# [REQUIREMENT]
An exact copy of all the data is required, with pictures left out.
(RECORDS FOR THIS TASK begins)
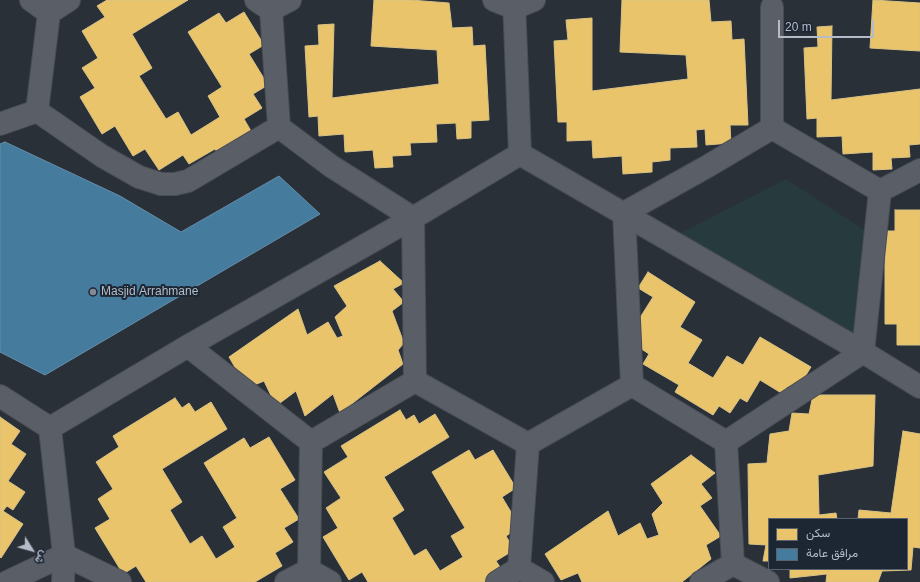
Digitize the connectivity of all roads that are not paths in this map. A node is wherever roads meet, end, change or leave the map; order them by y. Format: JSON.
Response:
{"nodes":[{"id":1,"x":31,"y":0,"type":"edge"},
{"id":2,"x":69,"y":0,"type":"edge"},
{"id":3,"x":494,"y":0,"type":"edge"},
{"id":4,"x":534,"y":0,"type":"edge"},
{"id":5,"x":773,"y":2,"type":"edge"},
{"id":6,"x":272,"y":3,"type":"edge"},
{"id":7,"x":514,"y":4,"type":"edge"},
{"id":8,"x":50,"y":12,"type":"junction"},
{"id":9,"x":37,"y":111,"type":"junction"},
{"id":10,"x":0,"y":124,"type":"edge"},
{"id":11,"x":279,"y":127,"type":"junction"},
{"id":12,"x":772,"y":128,"type":"junction"},
{"id":13,"x":520,"y":154,"type":"junction"},
{"id":14,"x":920,"y":170,"type":"edge"},
{"id":15,"x":880,"y":190,"type":"junction"},
{"id":16,"x":624,"y":213,"type":"junction"},
{"id":17,"x":413,"y":218,"type":"junction"},
{"id":18,"x":188,"y":346,"type":"junction"},
{"id":19,"x":863,"y":352,"type":"junction"},
{"id":20,"x":415,"y":381,"type":"junction"},
{"id":21,"x":632,"y":385,"type":"junction"},
{"id":22,"x":920,"y":387,"type":"edge"},
{"id":23,"x":0,"y":396,"type":"edge"},
{"id":24,"x":50,"y":428,"type":"junction"},
{"id":25,"x":311,"y":442,"type":"junction"},
{"id":26,"x":726,"y":442,"type":"junction"},
{"id":27,"x":528,"y":444,"type":"junction"},
{"id":28,"x":64,"y":554,"type":"junction"},
{"id":29,"x":733,"y":564,"type":"junction"},
{"id":30,"x":519,"y":568,"type":"junction"},
{"id":31,"x":309,"y":570,"type":"junction"},
{"id":32,"x":7,"y":582,"type":"edge"},
{"id":33,"x":64,"y":582,"type":"edge"},
{"id":34,"x":120,"y":582,"type":"edge"},
{"id":35,"x":286,"y":582,"type":"edge"},
{"id":36,"x":330,"y":582,"type":"edge"},
{"id":37,"x":497,"y":582,"type":"edge"},
{"id":38,"x":543,"y":582,"type":"edge"},
{"id":39,"x":701,"y":582,"type":"edge"},
{"id":40,"x":768,"y":582,"type":"edge"}],
"edges":[{"from":1,"to":8,"type":"street"},
{"from":2,"to":8,"type":"street"},
{"from":3,"to":7,"type":"street"},
{"from":4,"to":7,"type":"street"},
{"from":5,"to":12,"type":"street"},
{"from":6,"to":11,"type":"street"},
{"from":7,"to":13,"type":"street"},
{"from":8,"to":9,"type":"street"},
{"from":9,"to":10,"type":"street"},
{"from":9,"to":11,"type":"street"},
{"from":11,"to":17,"type":"street"},
{"from":12,"to":15,"type":"street"},
{"from":12,"to":16,"type":"street"},
{"from":13,"to":16,"type":"street"},
{"from":13,"to":17,"type":"street"},
{"from":14,"to":15,"type":"street"},
{"from":15,"to":19,"type":"street"},
{"from":16,"to":19,"type":"street"},
{"from":16,"to":21,"type":"street"},
{"from":17,"to":18,"type":"street"},
{"from":17,"to":20,"type":"street"},
{"from":18,"to":24,"type":"street"},
{"from":18,"to":25,"type":"street"},
{"from":19,"to":22,"type":"street"},
{"from":19,"to":26,"type":"street"},
{"from":20,"to":25,"type":"street"},
{"from":20,"to":27,"type":"street"},
{"from":21,"to":26,"type":"street"},
{"from":21,"to":27,"type":"street"},
{"from":23,"to":24,"type":"street"},
{"from":24,"to":28,"type":"street"},
{"from":25,"to":31,"type":"street"},
{"from":26,"to":29,"type":"street"},
{"from":27,"to":30,"type":"street"},
{"from":28,"to":32,"type":"street"},
{"from":28,"to":33,"type":"street"},
{"from":28,"to":34,"type":"street"},
{"from":29,"to":39,"type":"street"},
{"from":29,"to":40,"type":"street"},
{"from":30,"to":37,"type":"street"},
{"from":30,"to":38,"type":"street"},
{"from":31,"to":35,"type":"street"},
{"from":31,"to":36,"type":"street"}]}
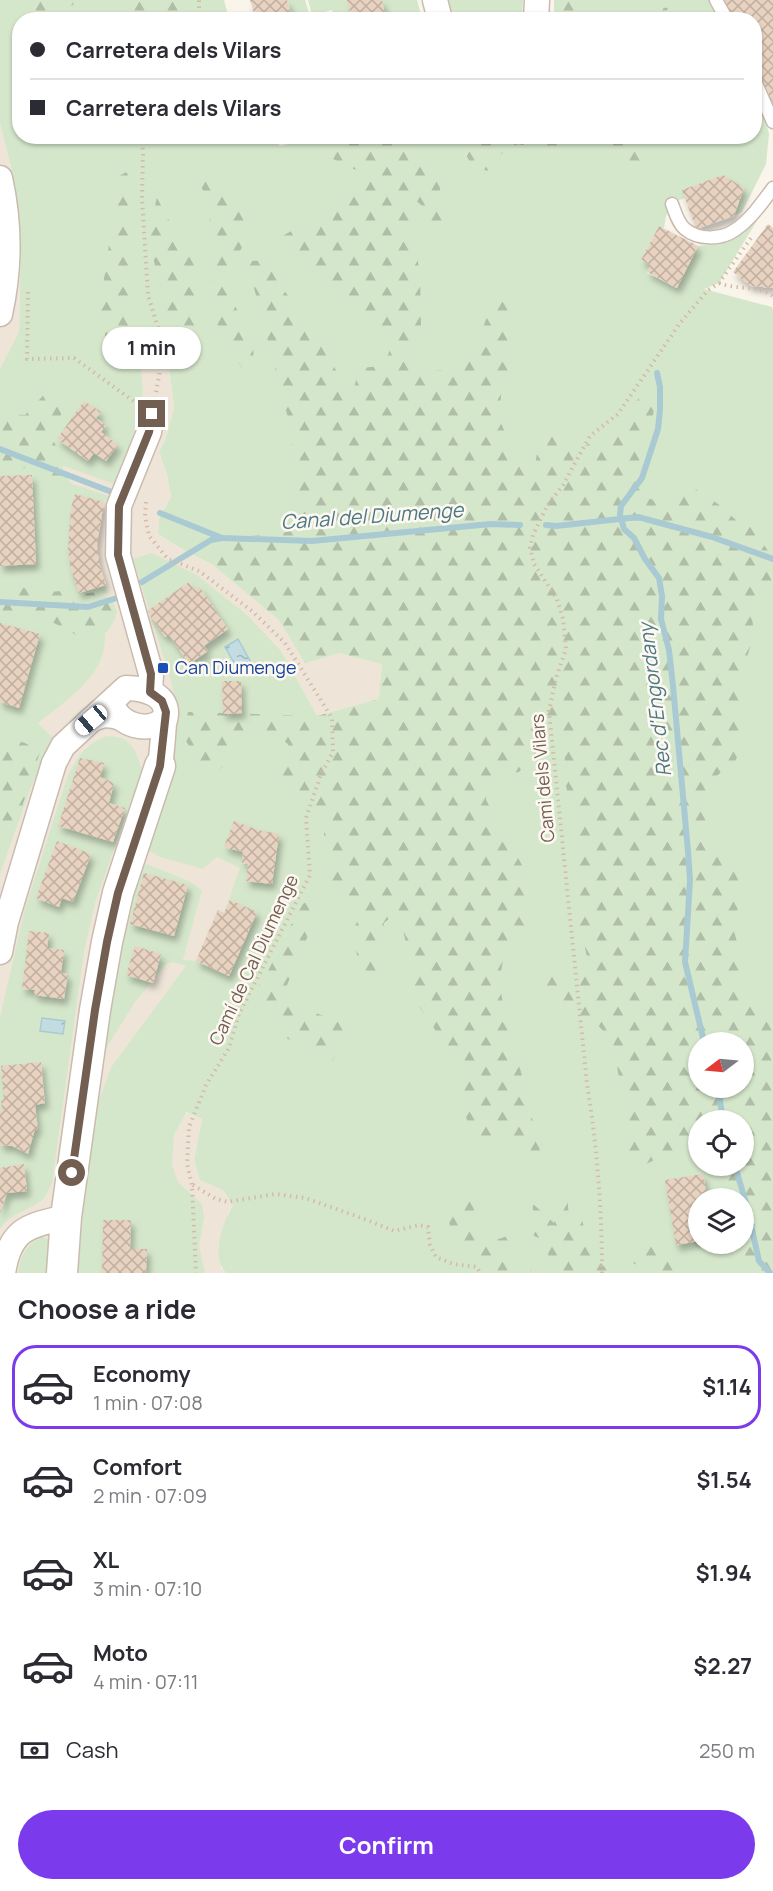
(RECORDS FOR THIS TASK ends)
# [RESPONSE]
Digitize the connectivity of all roads that are not paths in this map. A node is wherever roads meet, end, change or leave the map; order them by y. Format: JSON.
Response:
{"nodes":[{"id":1,"x":31,"y":0,"type":"edge"},
{"id":2,"x":69,"y":0,"type":"edge"},
{"id":3,"x":494,"y":0,"type":"edge"},
{"id":4,"x":534,"y":0,"type":"edge"},
{"id":5,"x":773,"y":2,"type":"edge"},
{"id":6,"x":272,"y":3,"type":"edge"},
{"id":7,"x":514,"y":4,"type":"edge"},
{"id":8,"x":50,"y":12,"type":"junction"},
{"id":9,"x":37,"y":111,"type":"junction"},
{"id":10,"x":0,"y":124,"type":"edge"},
{"id":11,"x":279,"y":127,"type":"junction"},
{"id":12,"x":772,"y":128,"type":"junction"},
{"id":13,"x":520,"y":154,"type":"junction"},
{"id":14,"x":920,"y":170,"type":"edge"},
{"id":15,"x":880,"y":190,"type":"junction"},
{"id":16,"x":624,"y":213,"type":"junction"},
{"id":17,"x":413,"y":218,"type":"junction"},
{"id":18,"x":188,"y":346,"type":"junction"},
{"id":19,"x":863,"y":352,"type":"junction"},
{"id":20,"x":415,"y":381,"type":"junction"},
{"id":21,"x":632,"y":385,"type":"junction"},
{"id":22,"x":920,"y":387,"type":"edge"},
{"id":23,"x":0,"y":396,"type":"edge"},
{"id":24,"x":50,"y":428,"type":"junction"},
{"id":25,"x":311,"y":442,"type":"junction"},
{"id":26,"x":726,"y":442,"type":"junction"},
{"id":27,"x":528,"y":444,"type":"junction"},
{"id":28,"x":64,"y":554,"type":"junction"},
{"id":29,"x":733,"y":564,"type":"junction"},
{"id":30,"x":519,"y":568,"type":"junction"},
{"id":31,"x":309,"y":570,"type":"junction"},
{"id":32,"x":7,"y":582,"type":"edge"},
{"id":33,"x":64,"y":582,"type":"edge"},
{"id":34,"x":120,"y":582,"type":"edge"},
{"id":35,"x":286,"y":582,"type":"edge"},
{"id":36,"x":330,"y":582,"type":"edge"},
{"id":37,"x":497,"y":582,"type":"edge"},
{"id":38,"x":543,"y":582,"type":"edge"},
{"id":39,"x":701,"y":582,"type":"edge"},
{"id":40,"x":768,"y":582,"type":"edge"}],
"edges":[{"from":1,"to":8,"type":"street"},
{"from":2,"to":8,"type":"street"},
{"from":3,"to":7,"type":"street"},
{"from":4,"to":7,"type":"street"},
{"from":5,"to":12,"type":"street"},
{"from":6,"to":11,"type":"street"},
{"from":7,"to":13,"type":"street"},
{"from":8,"to":9,"type":"street"},
{"from":9,"to":10,"type":"street"},
{"from":9,"to":11,"type":"street"},
{"from":11,"to":17,"type":"street"},
{"from":12,"to":15,"type":"street"},
{"from":12,"to":16,"type":"street"},
{"from":13,"to":16,"type":"street"},
{"from":13,"to":17,"type":"street"},
{"from":14,"to":15,"type":"street"},
{"from":15,"to":19,"type":"street"},
{"from":16,"to":19,"type":"street"},
{"from":16,"to":21,"type":"street"},
{"from":17,"to":18,"type":"street"},
{"from":17,"to":20,"type":"street"},
{"from":18,"to":24,"type":"street"},
{"from":18,"to":25,"type":"street"},
{"from":19,"to":22,"type":"street"},
{"from":19,"to":26,"type":"street"},
{"from":20,"to":25,"type":"street"},
{"from":20,"to":27,"type":"street"},
{"from":21,"to":26,"type":"street"},
{"from":21,"to":27,"type":"street"},
{"from":23,"to":24,"type":"street"},
{"from":24,"to":28,"type":"street"},
{"from":25,"to":31,"type":"street"},
{"from":26,"to":29,"type":"street"},
{"from":27,"to":30,"type":"street"},
{"from":28,"to":32,"type":"street"},
{"from":28,"to":33,"type":"street"},
{"from":28,"to":34,"type":"street"},
{"from":29,"to":39,"type":"street"},
{"from":29,"to":40,"type":"street"},
{"from":30,"to":37,"type":"street"},
{"from":30,"to":38,"type":"street"},
{"from":31,"to":35,"type":"street"},
{"from":31,"to":36,"type":"street"}]}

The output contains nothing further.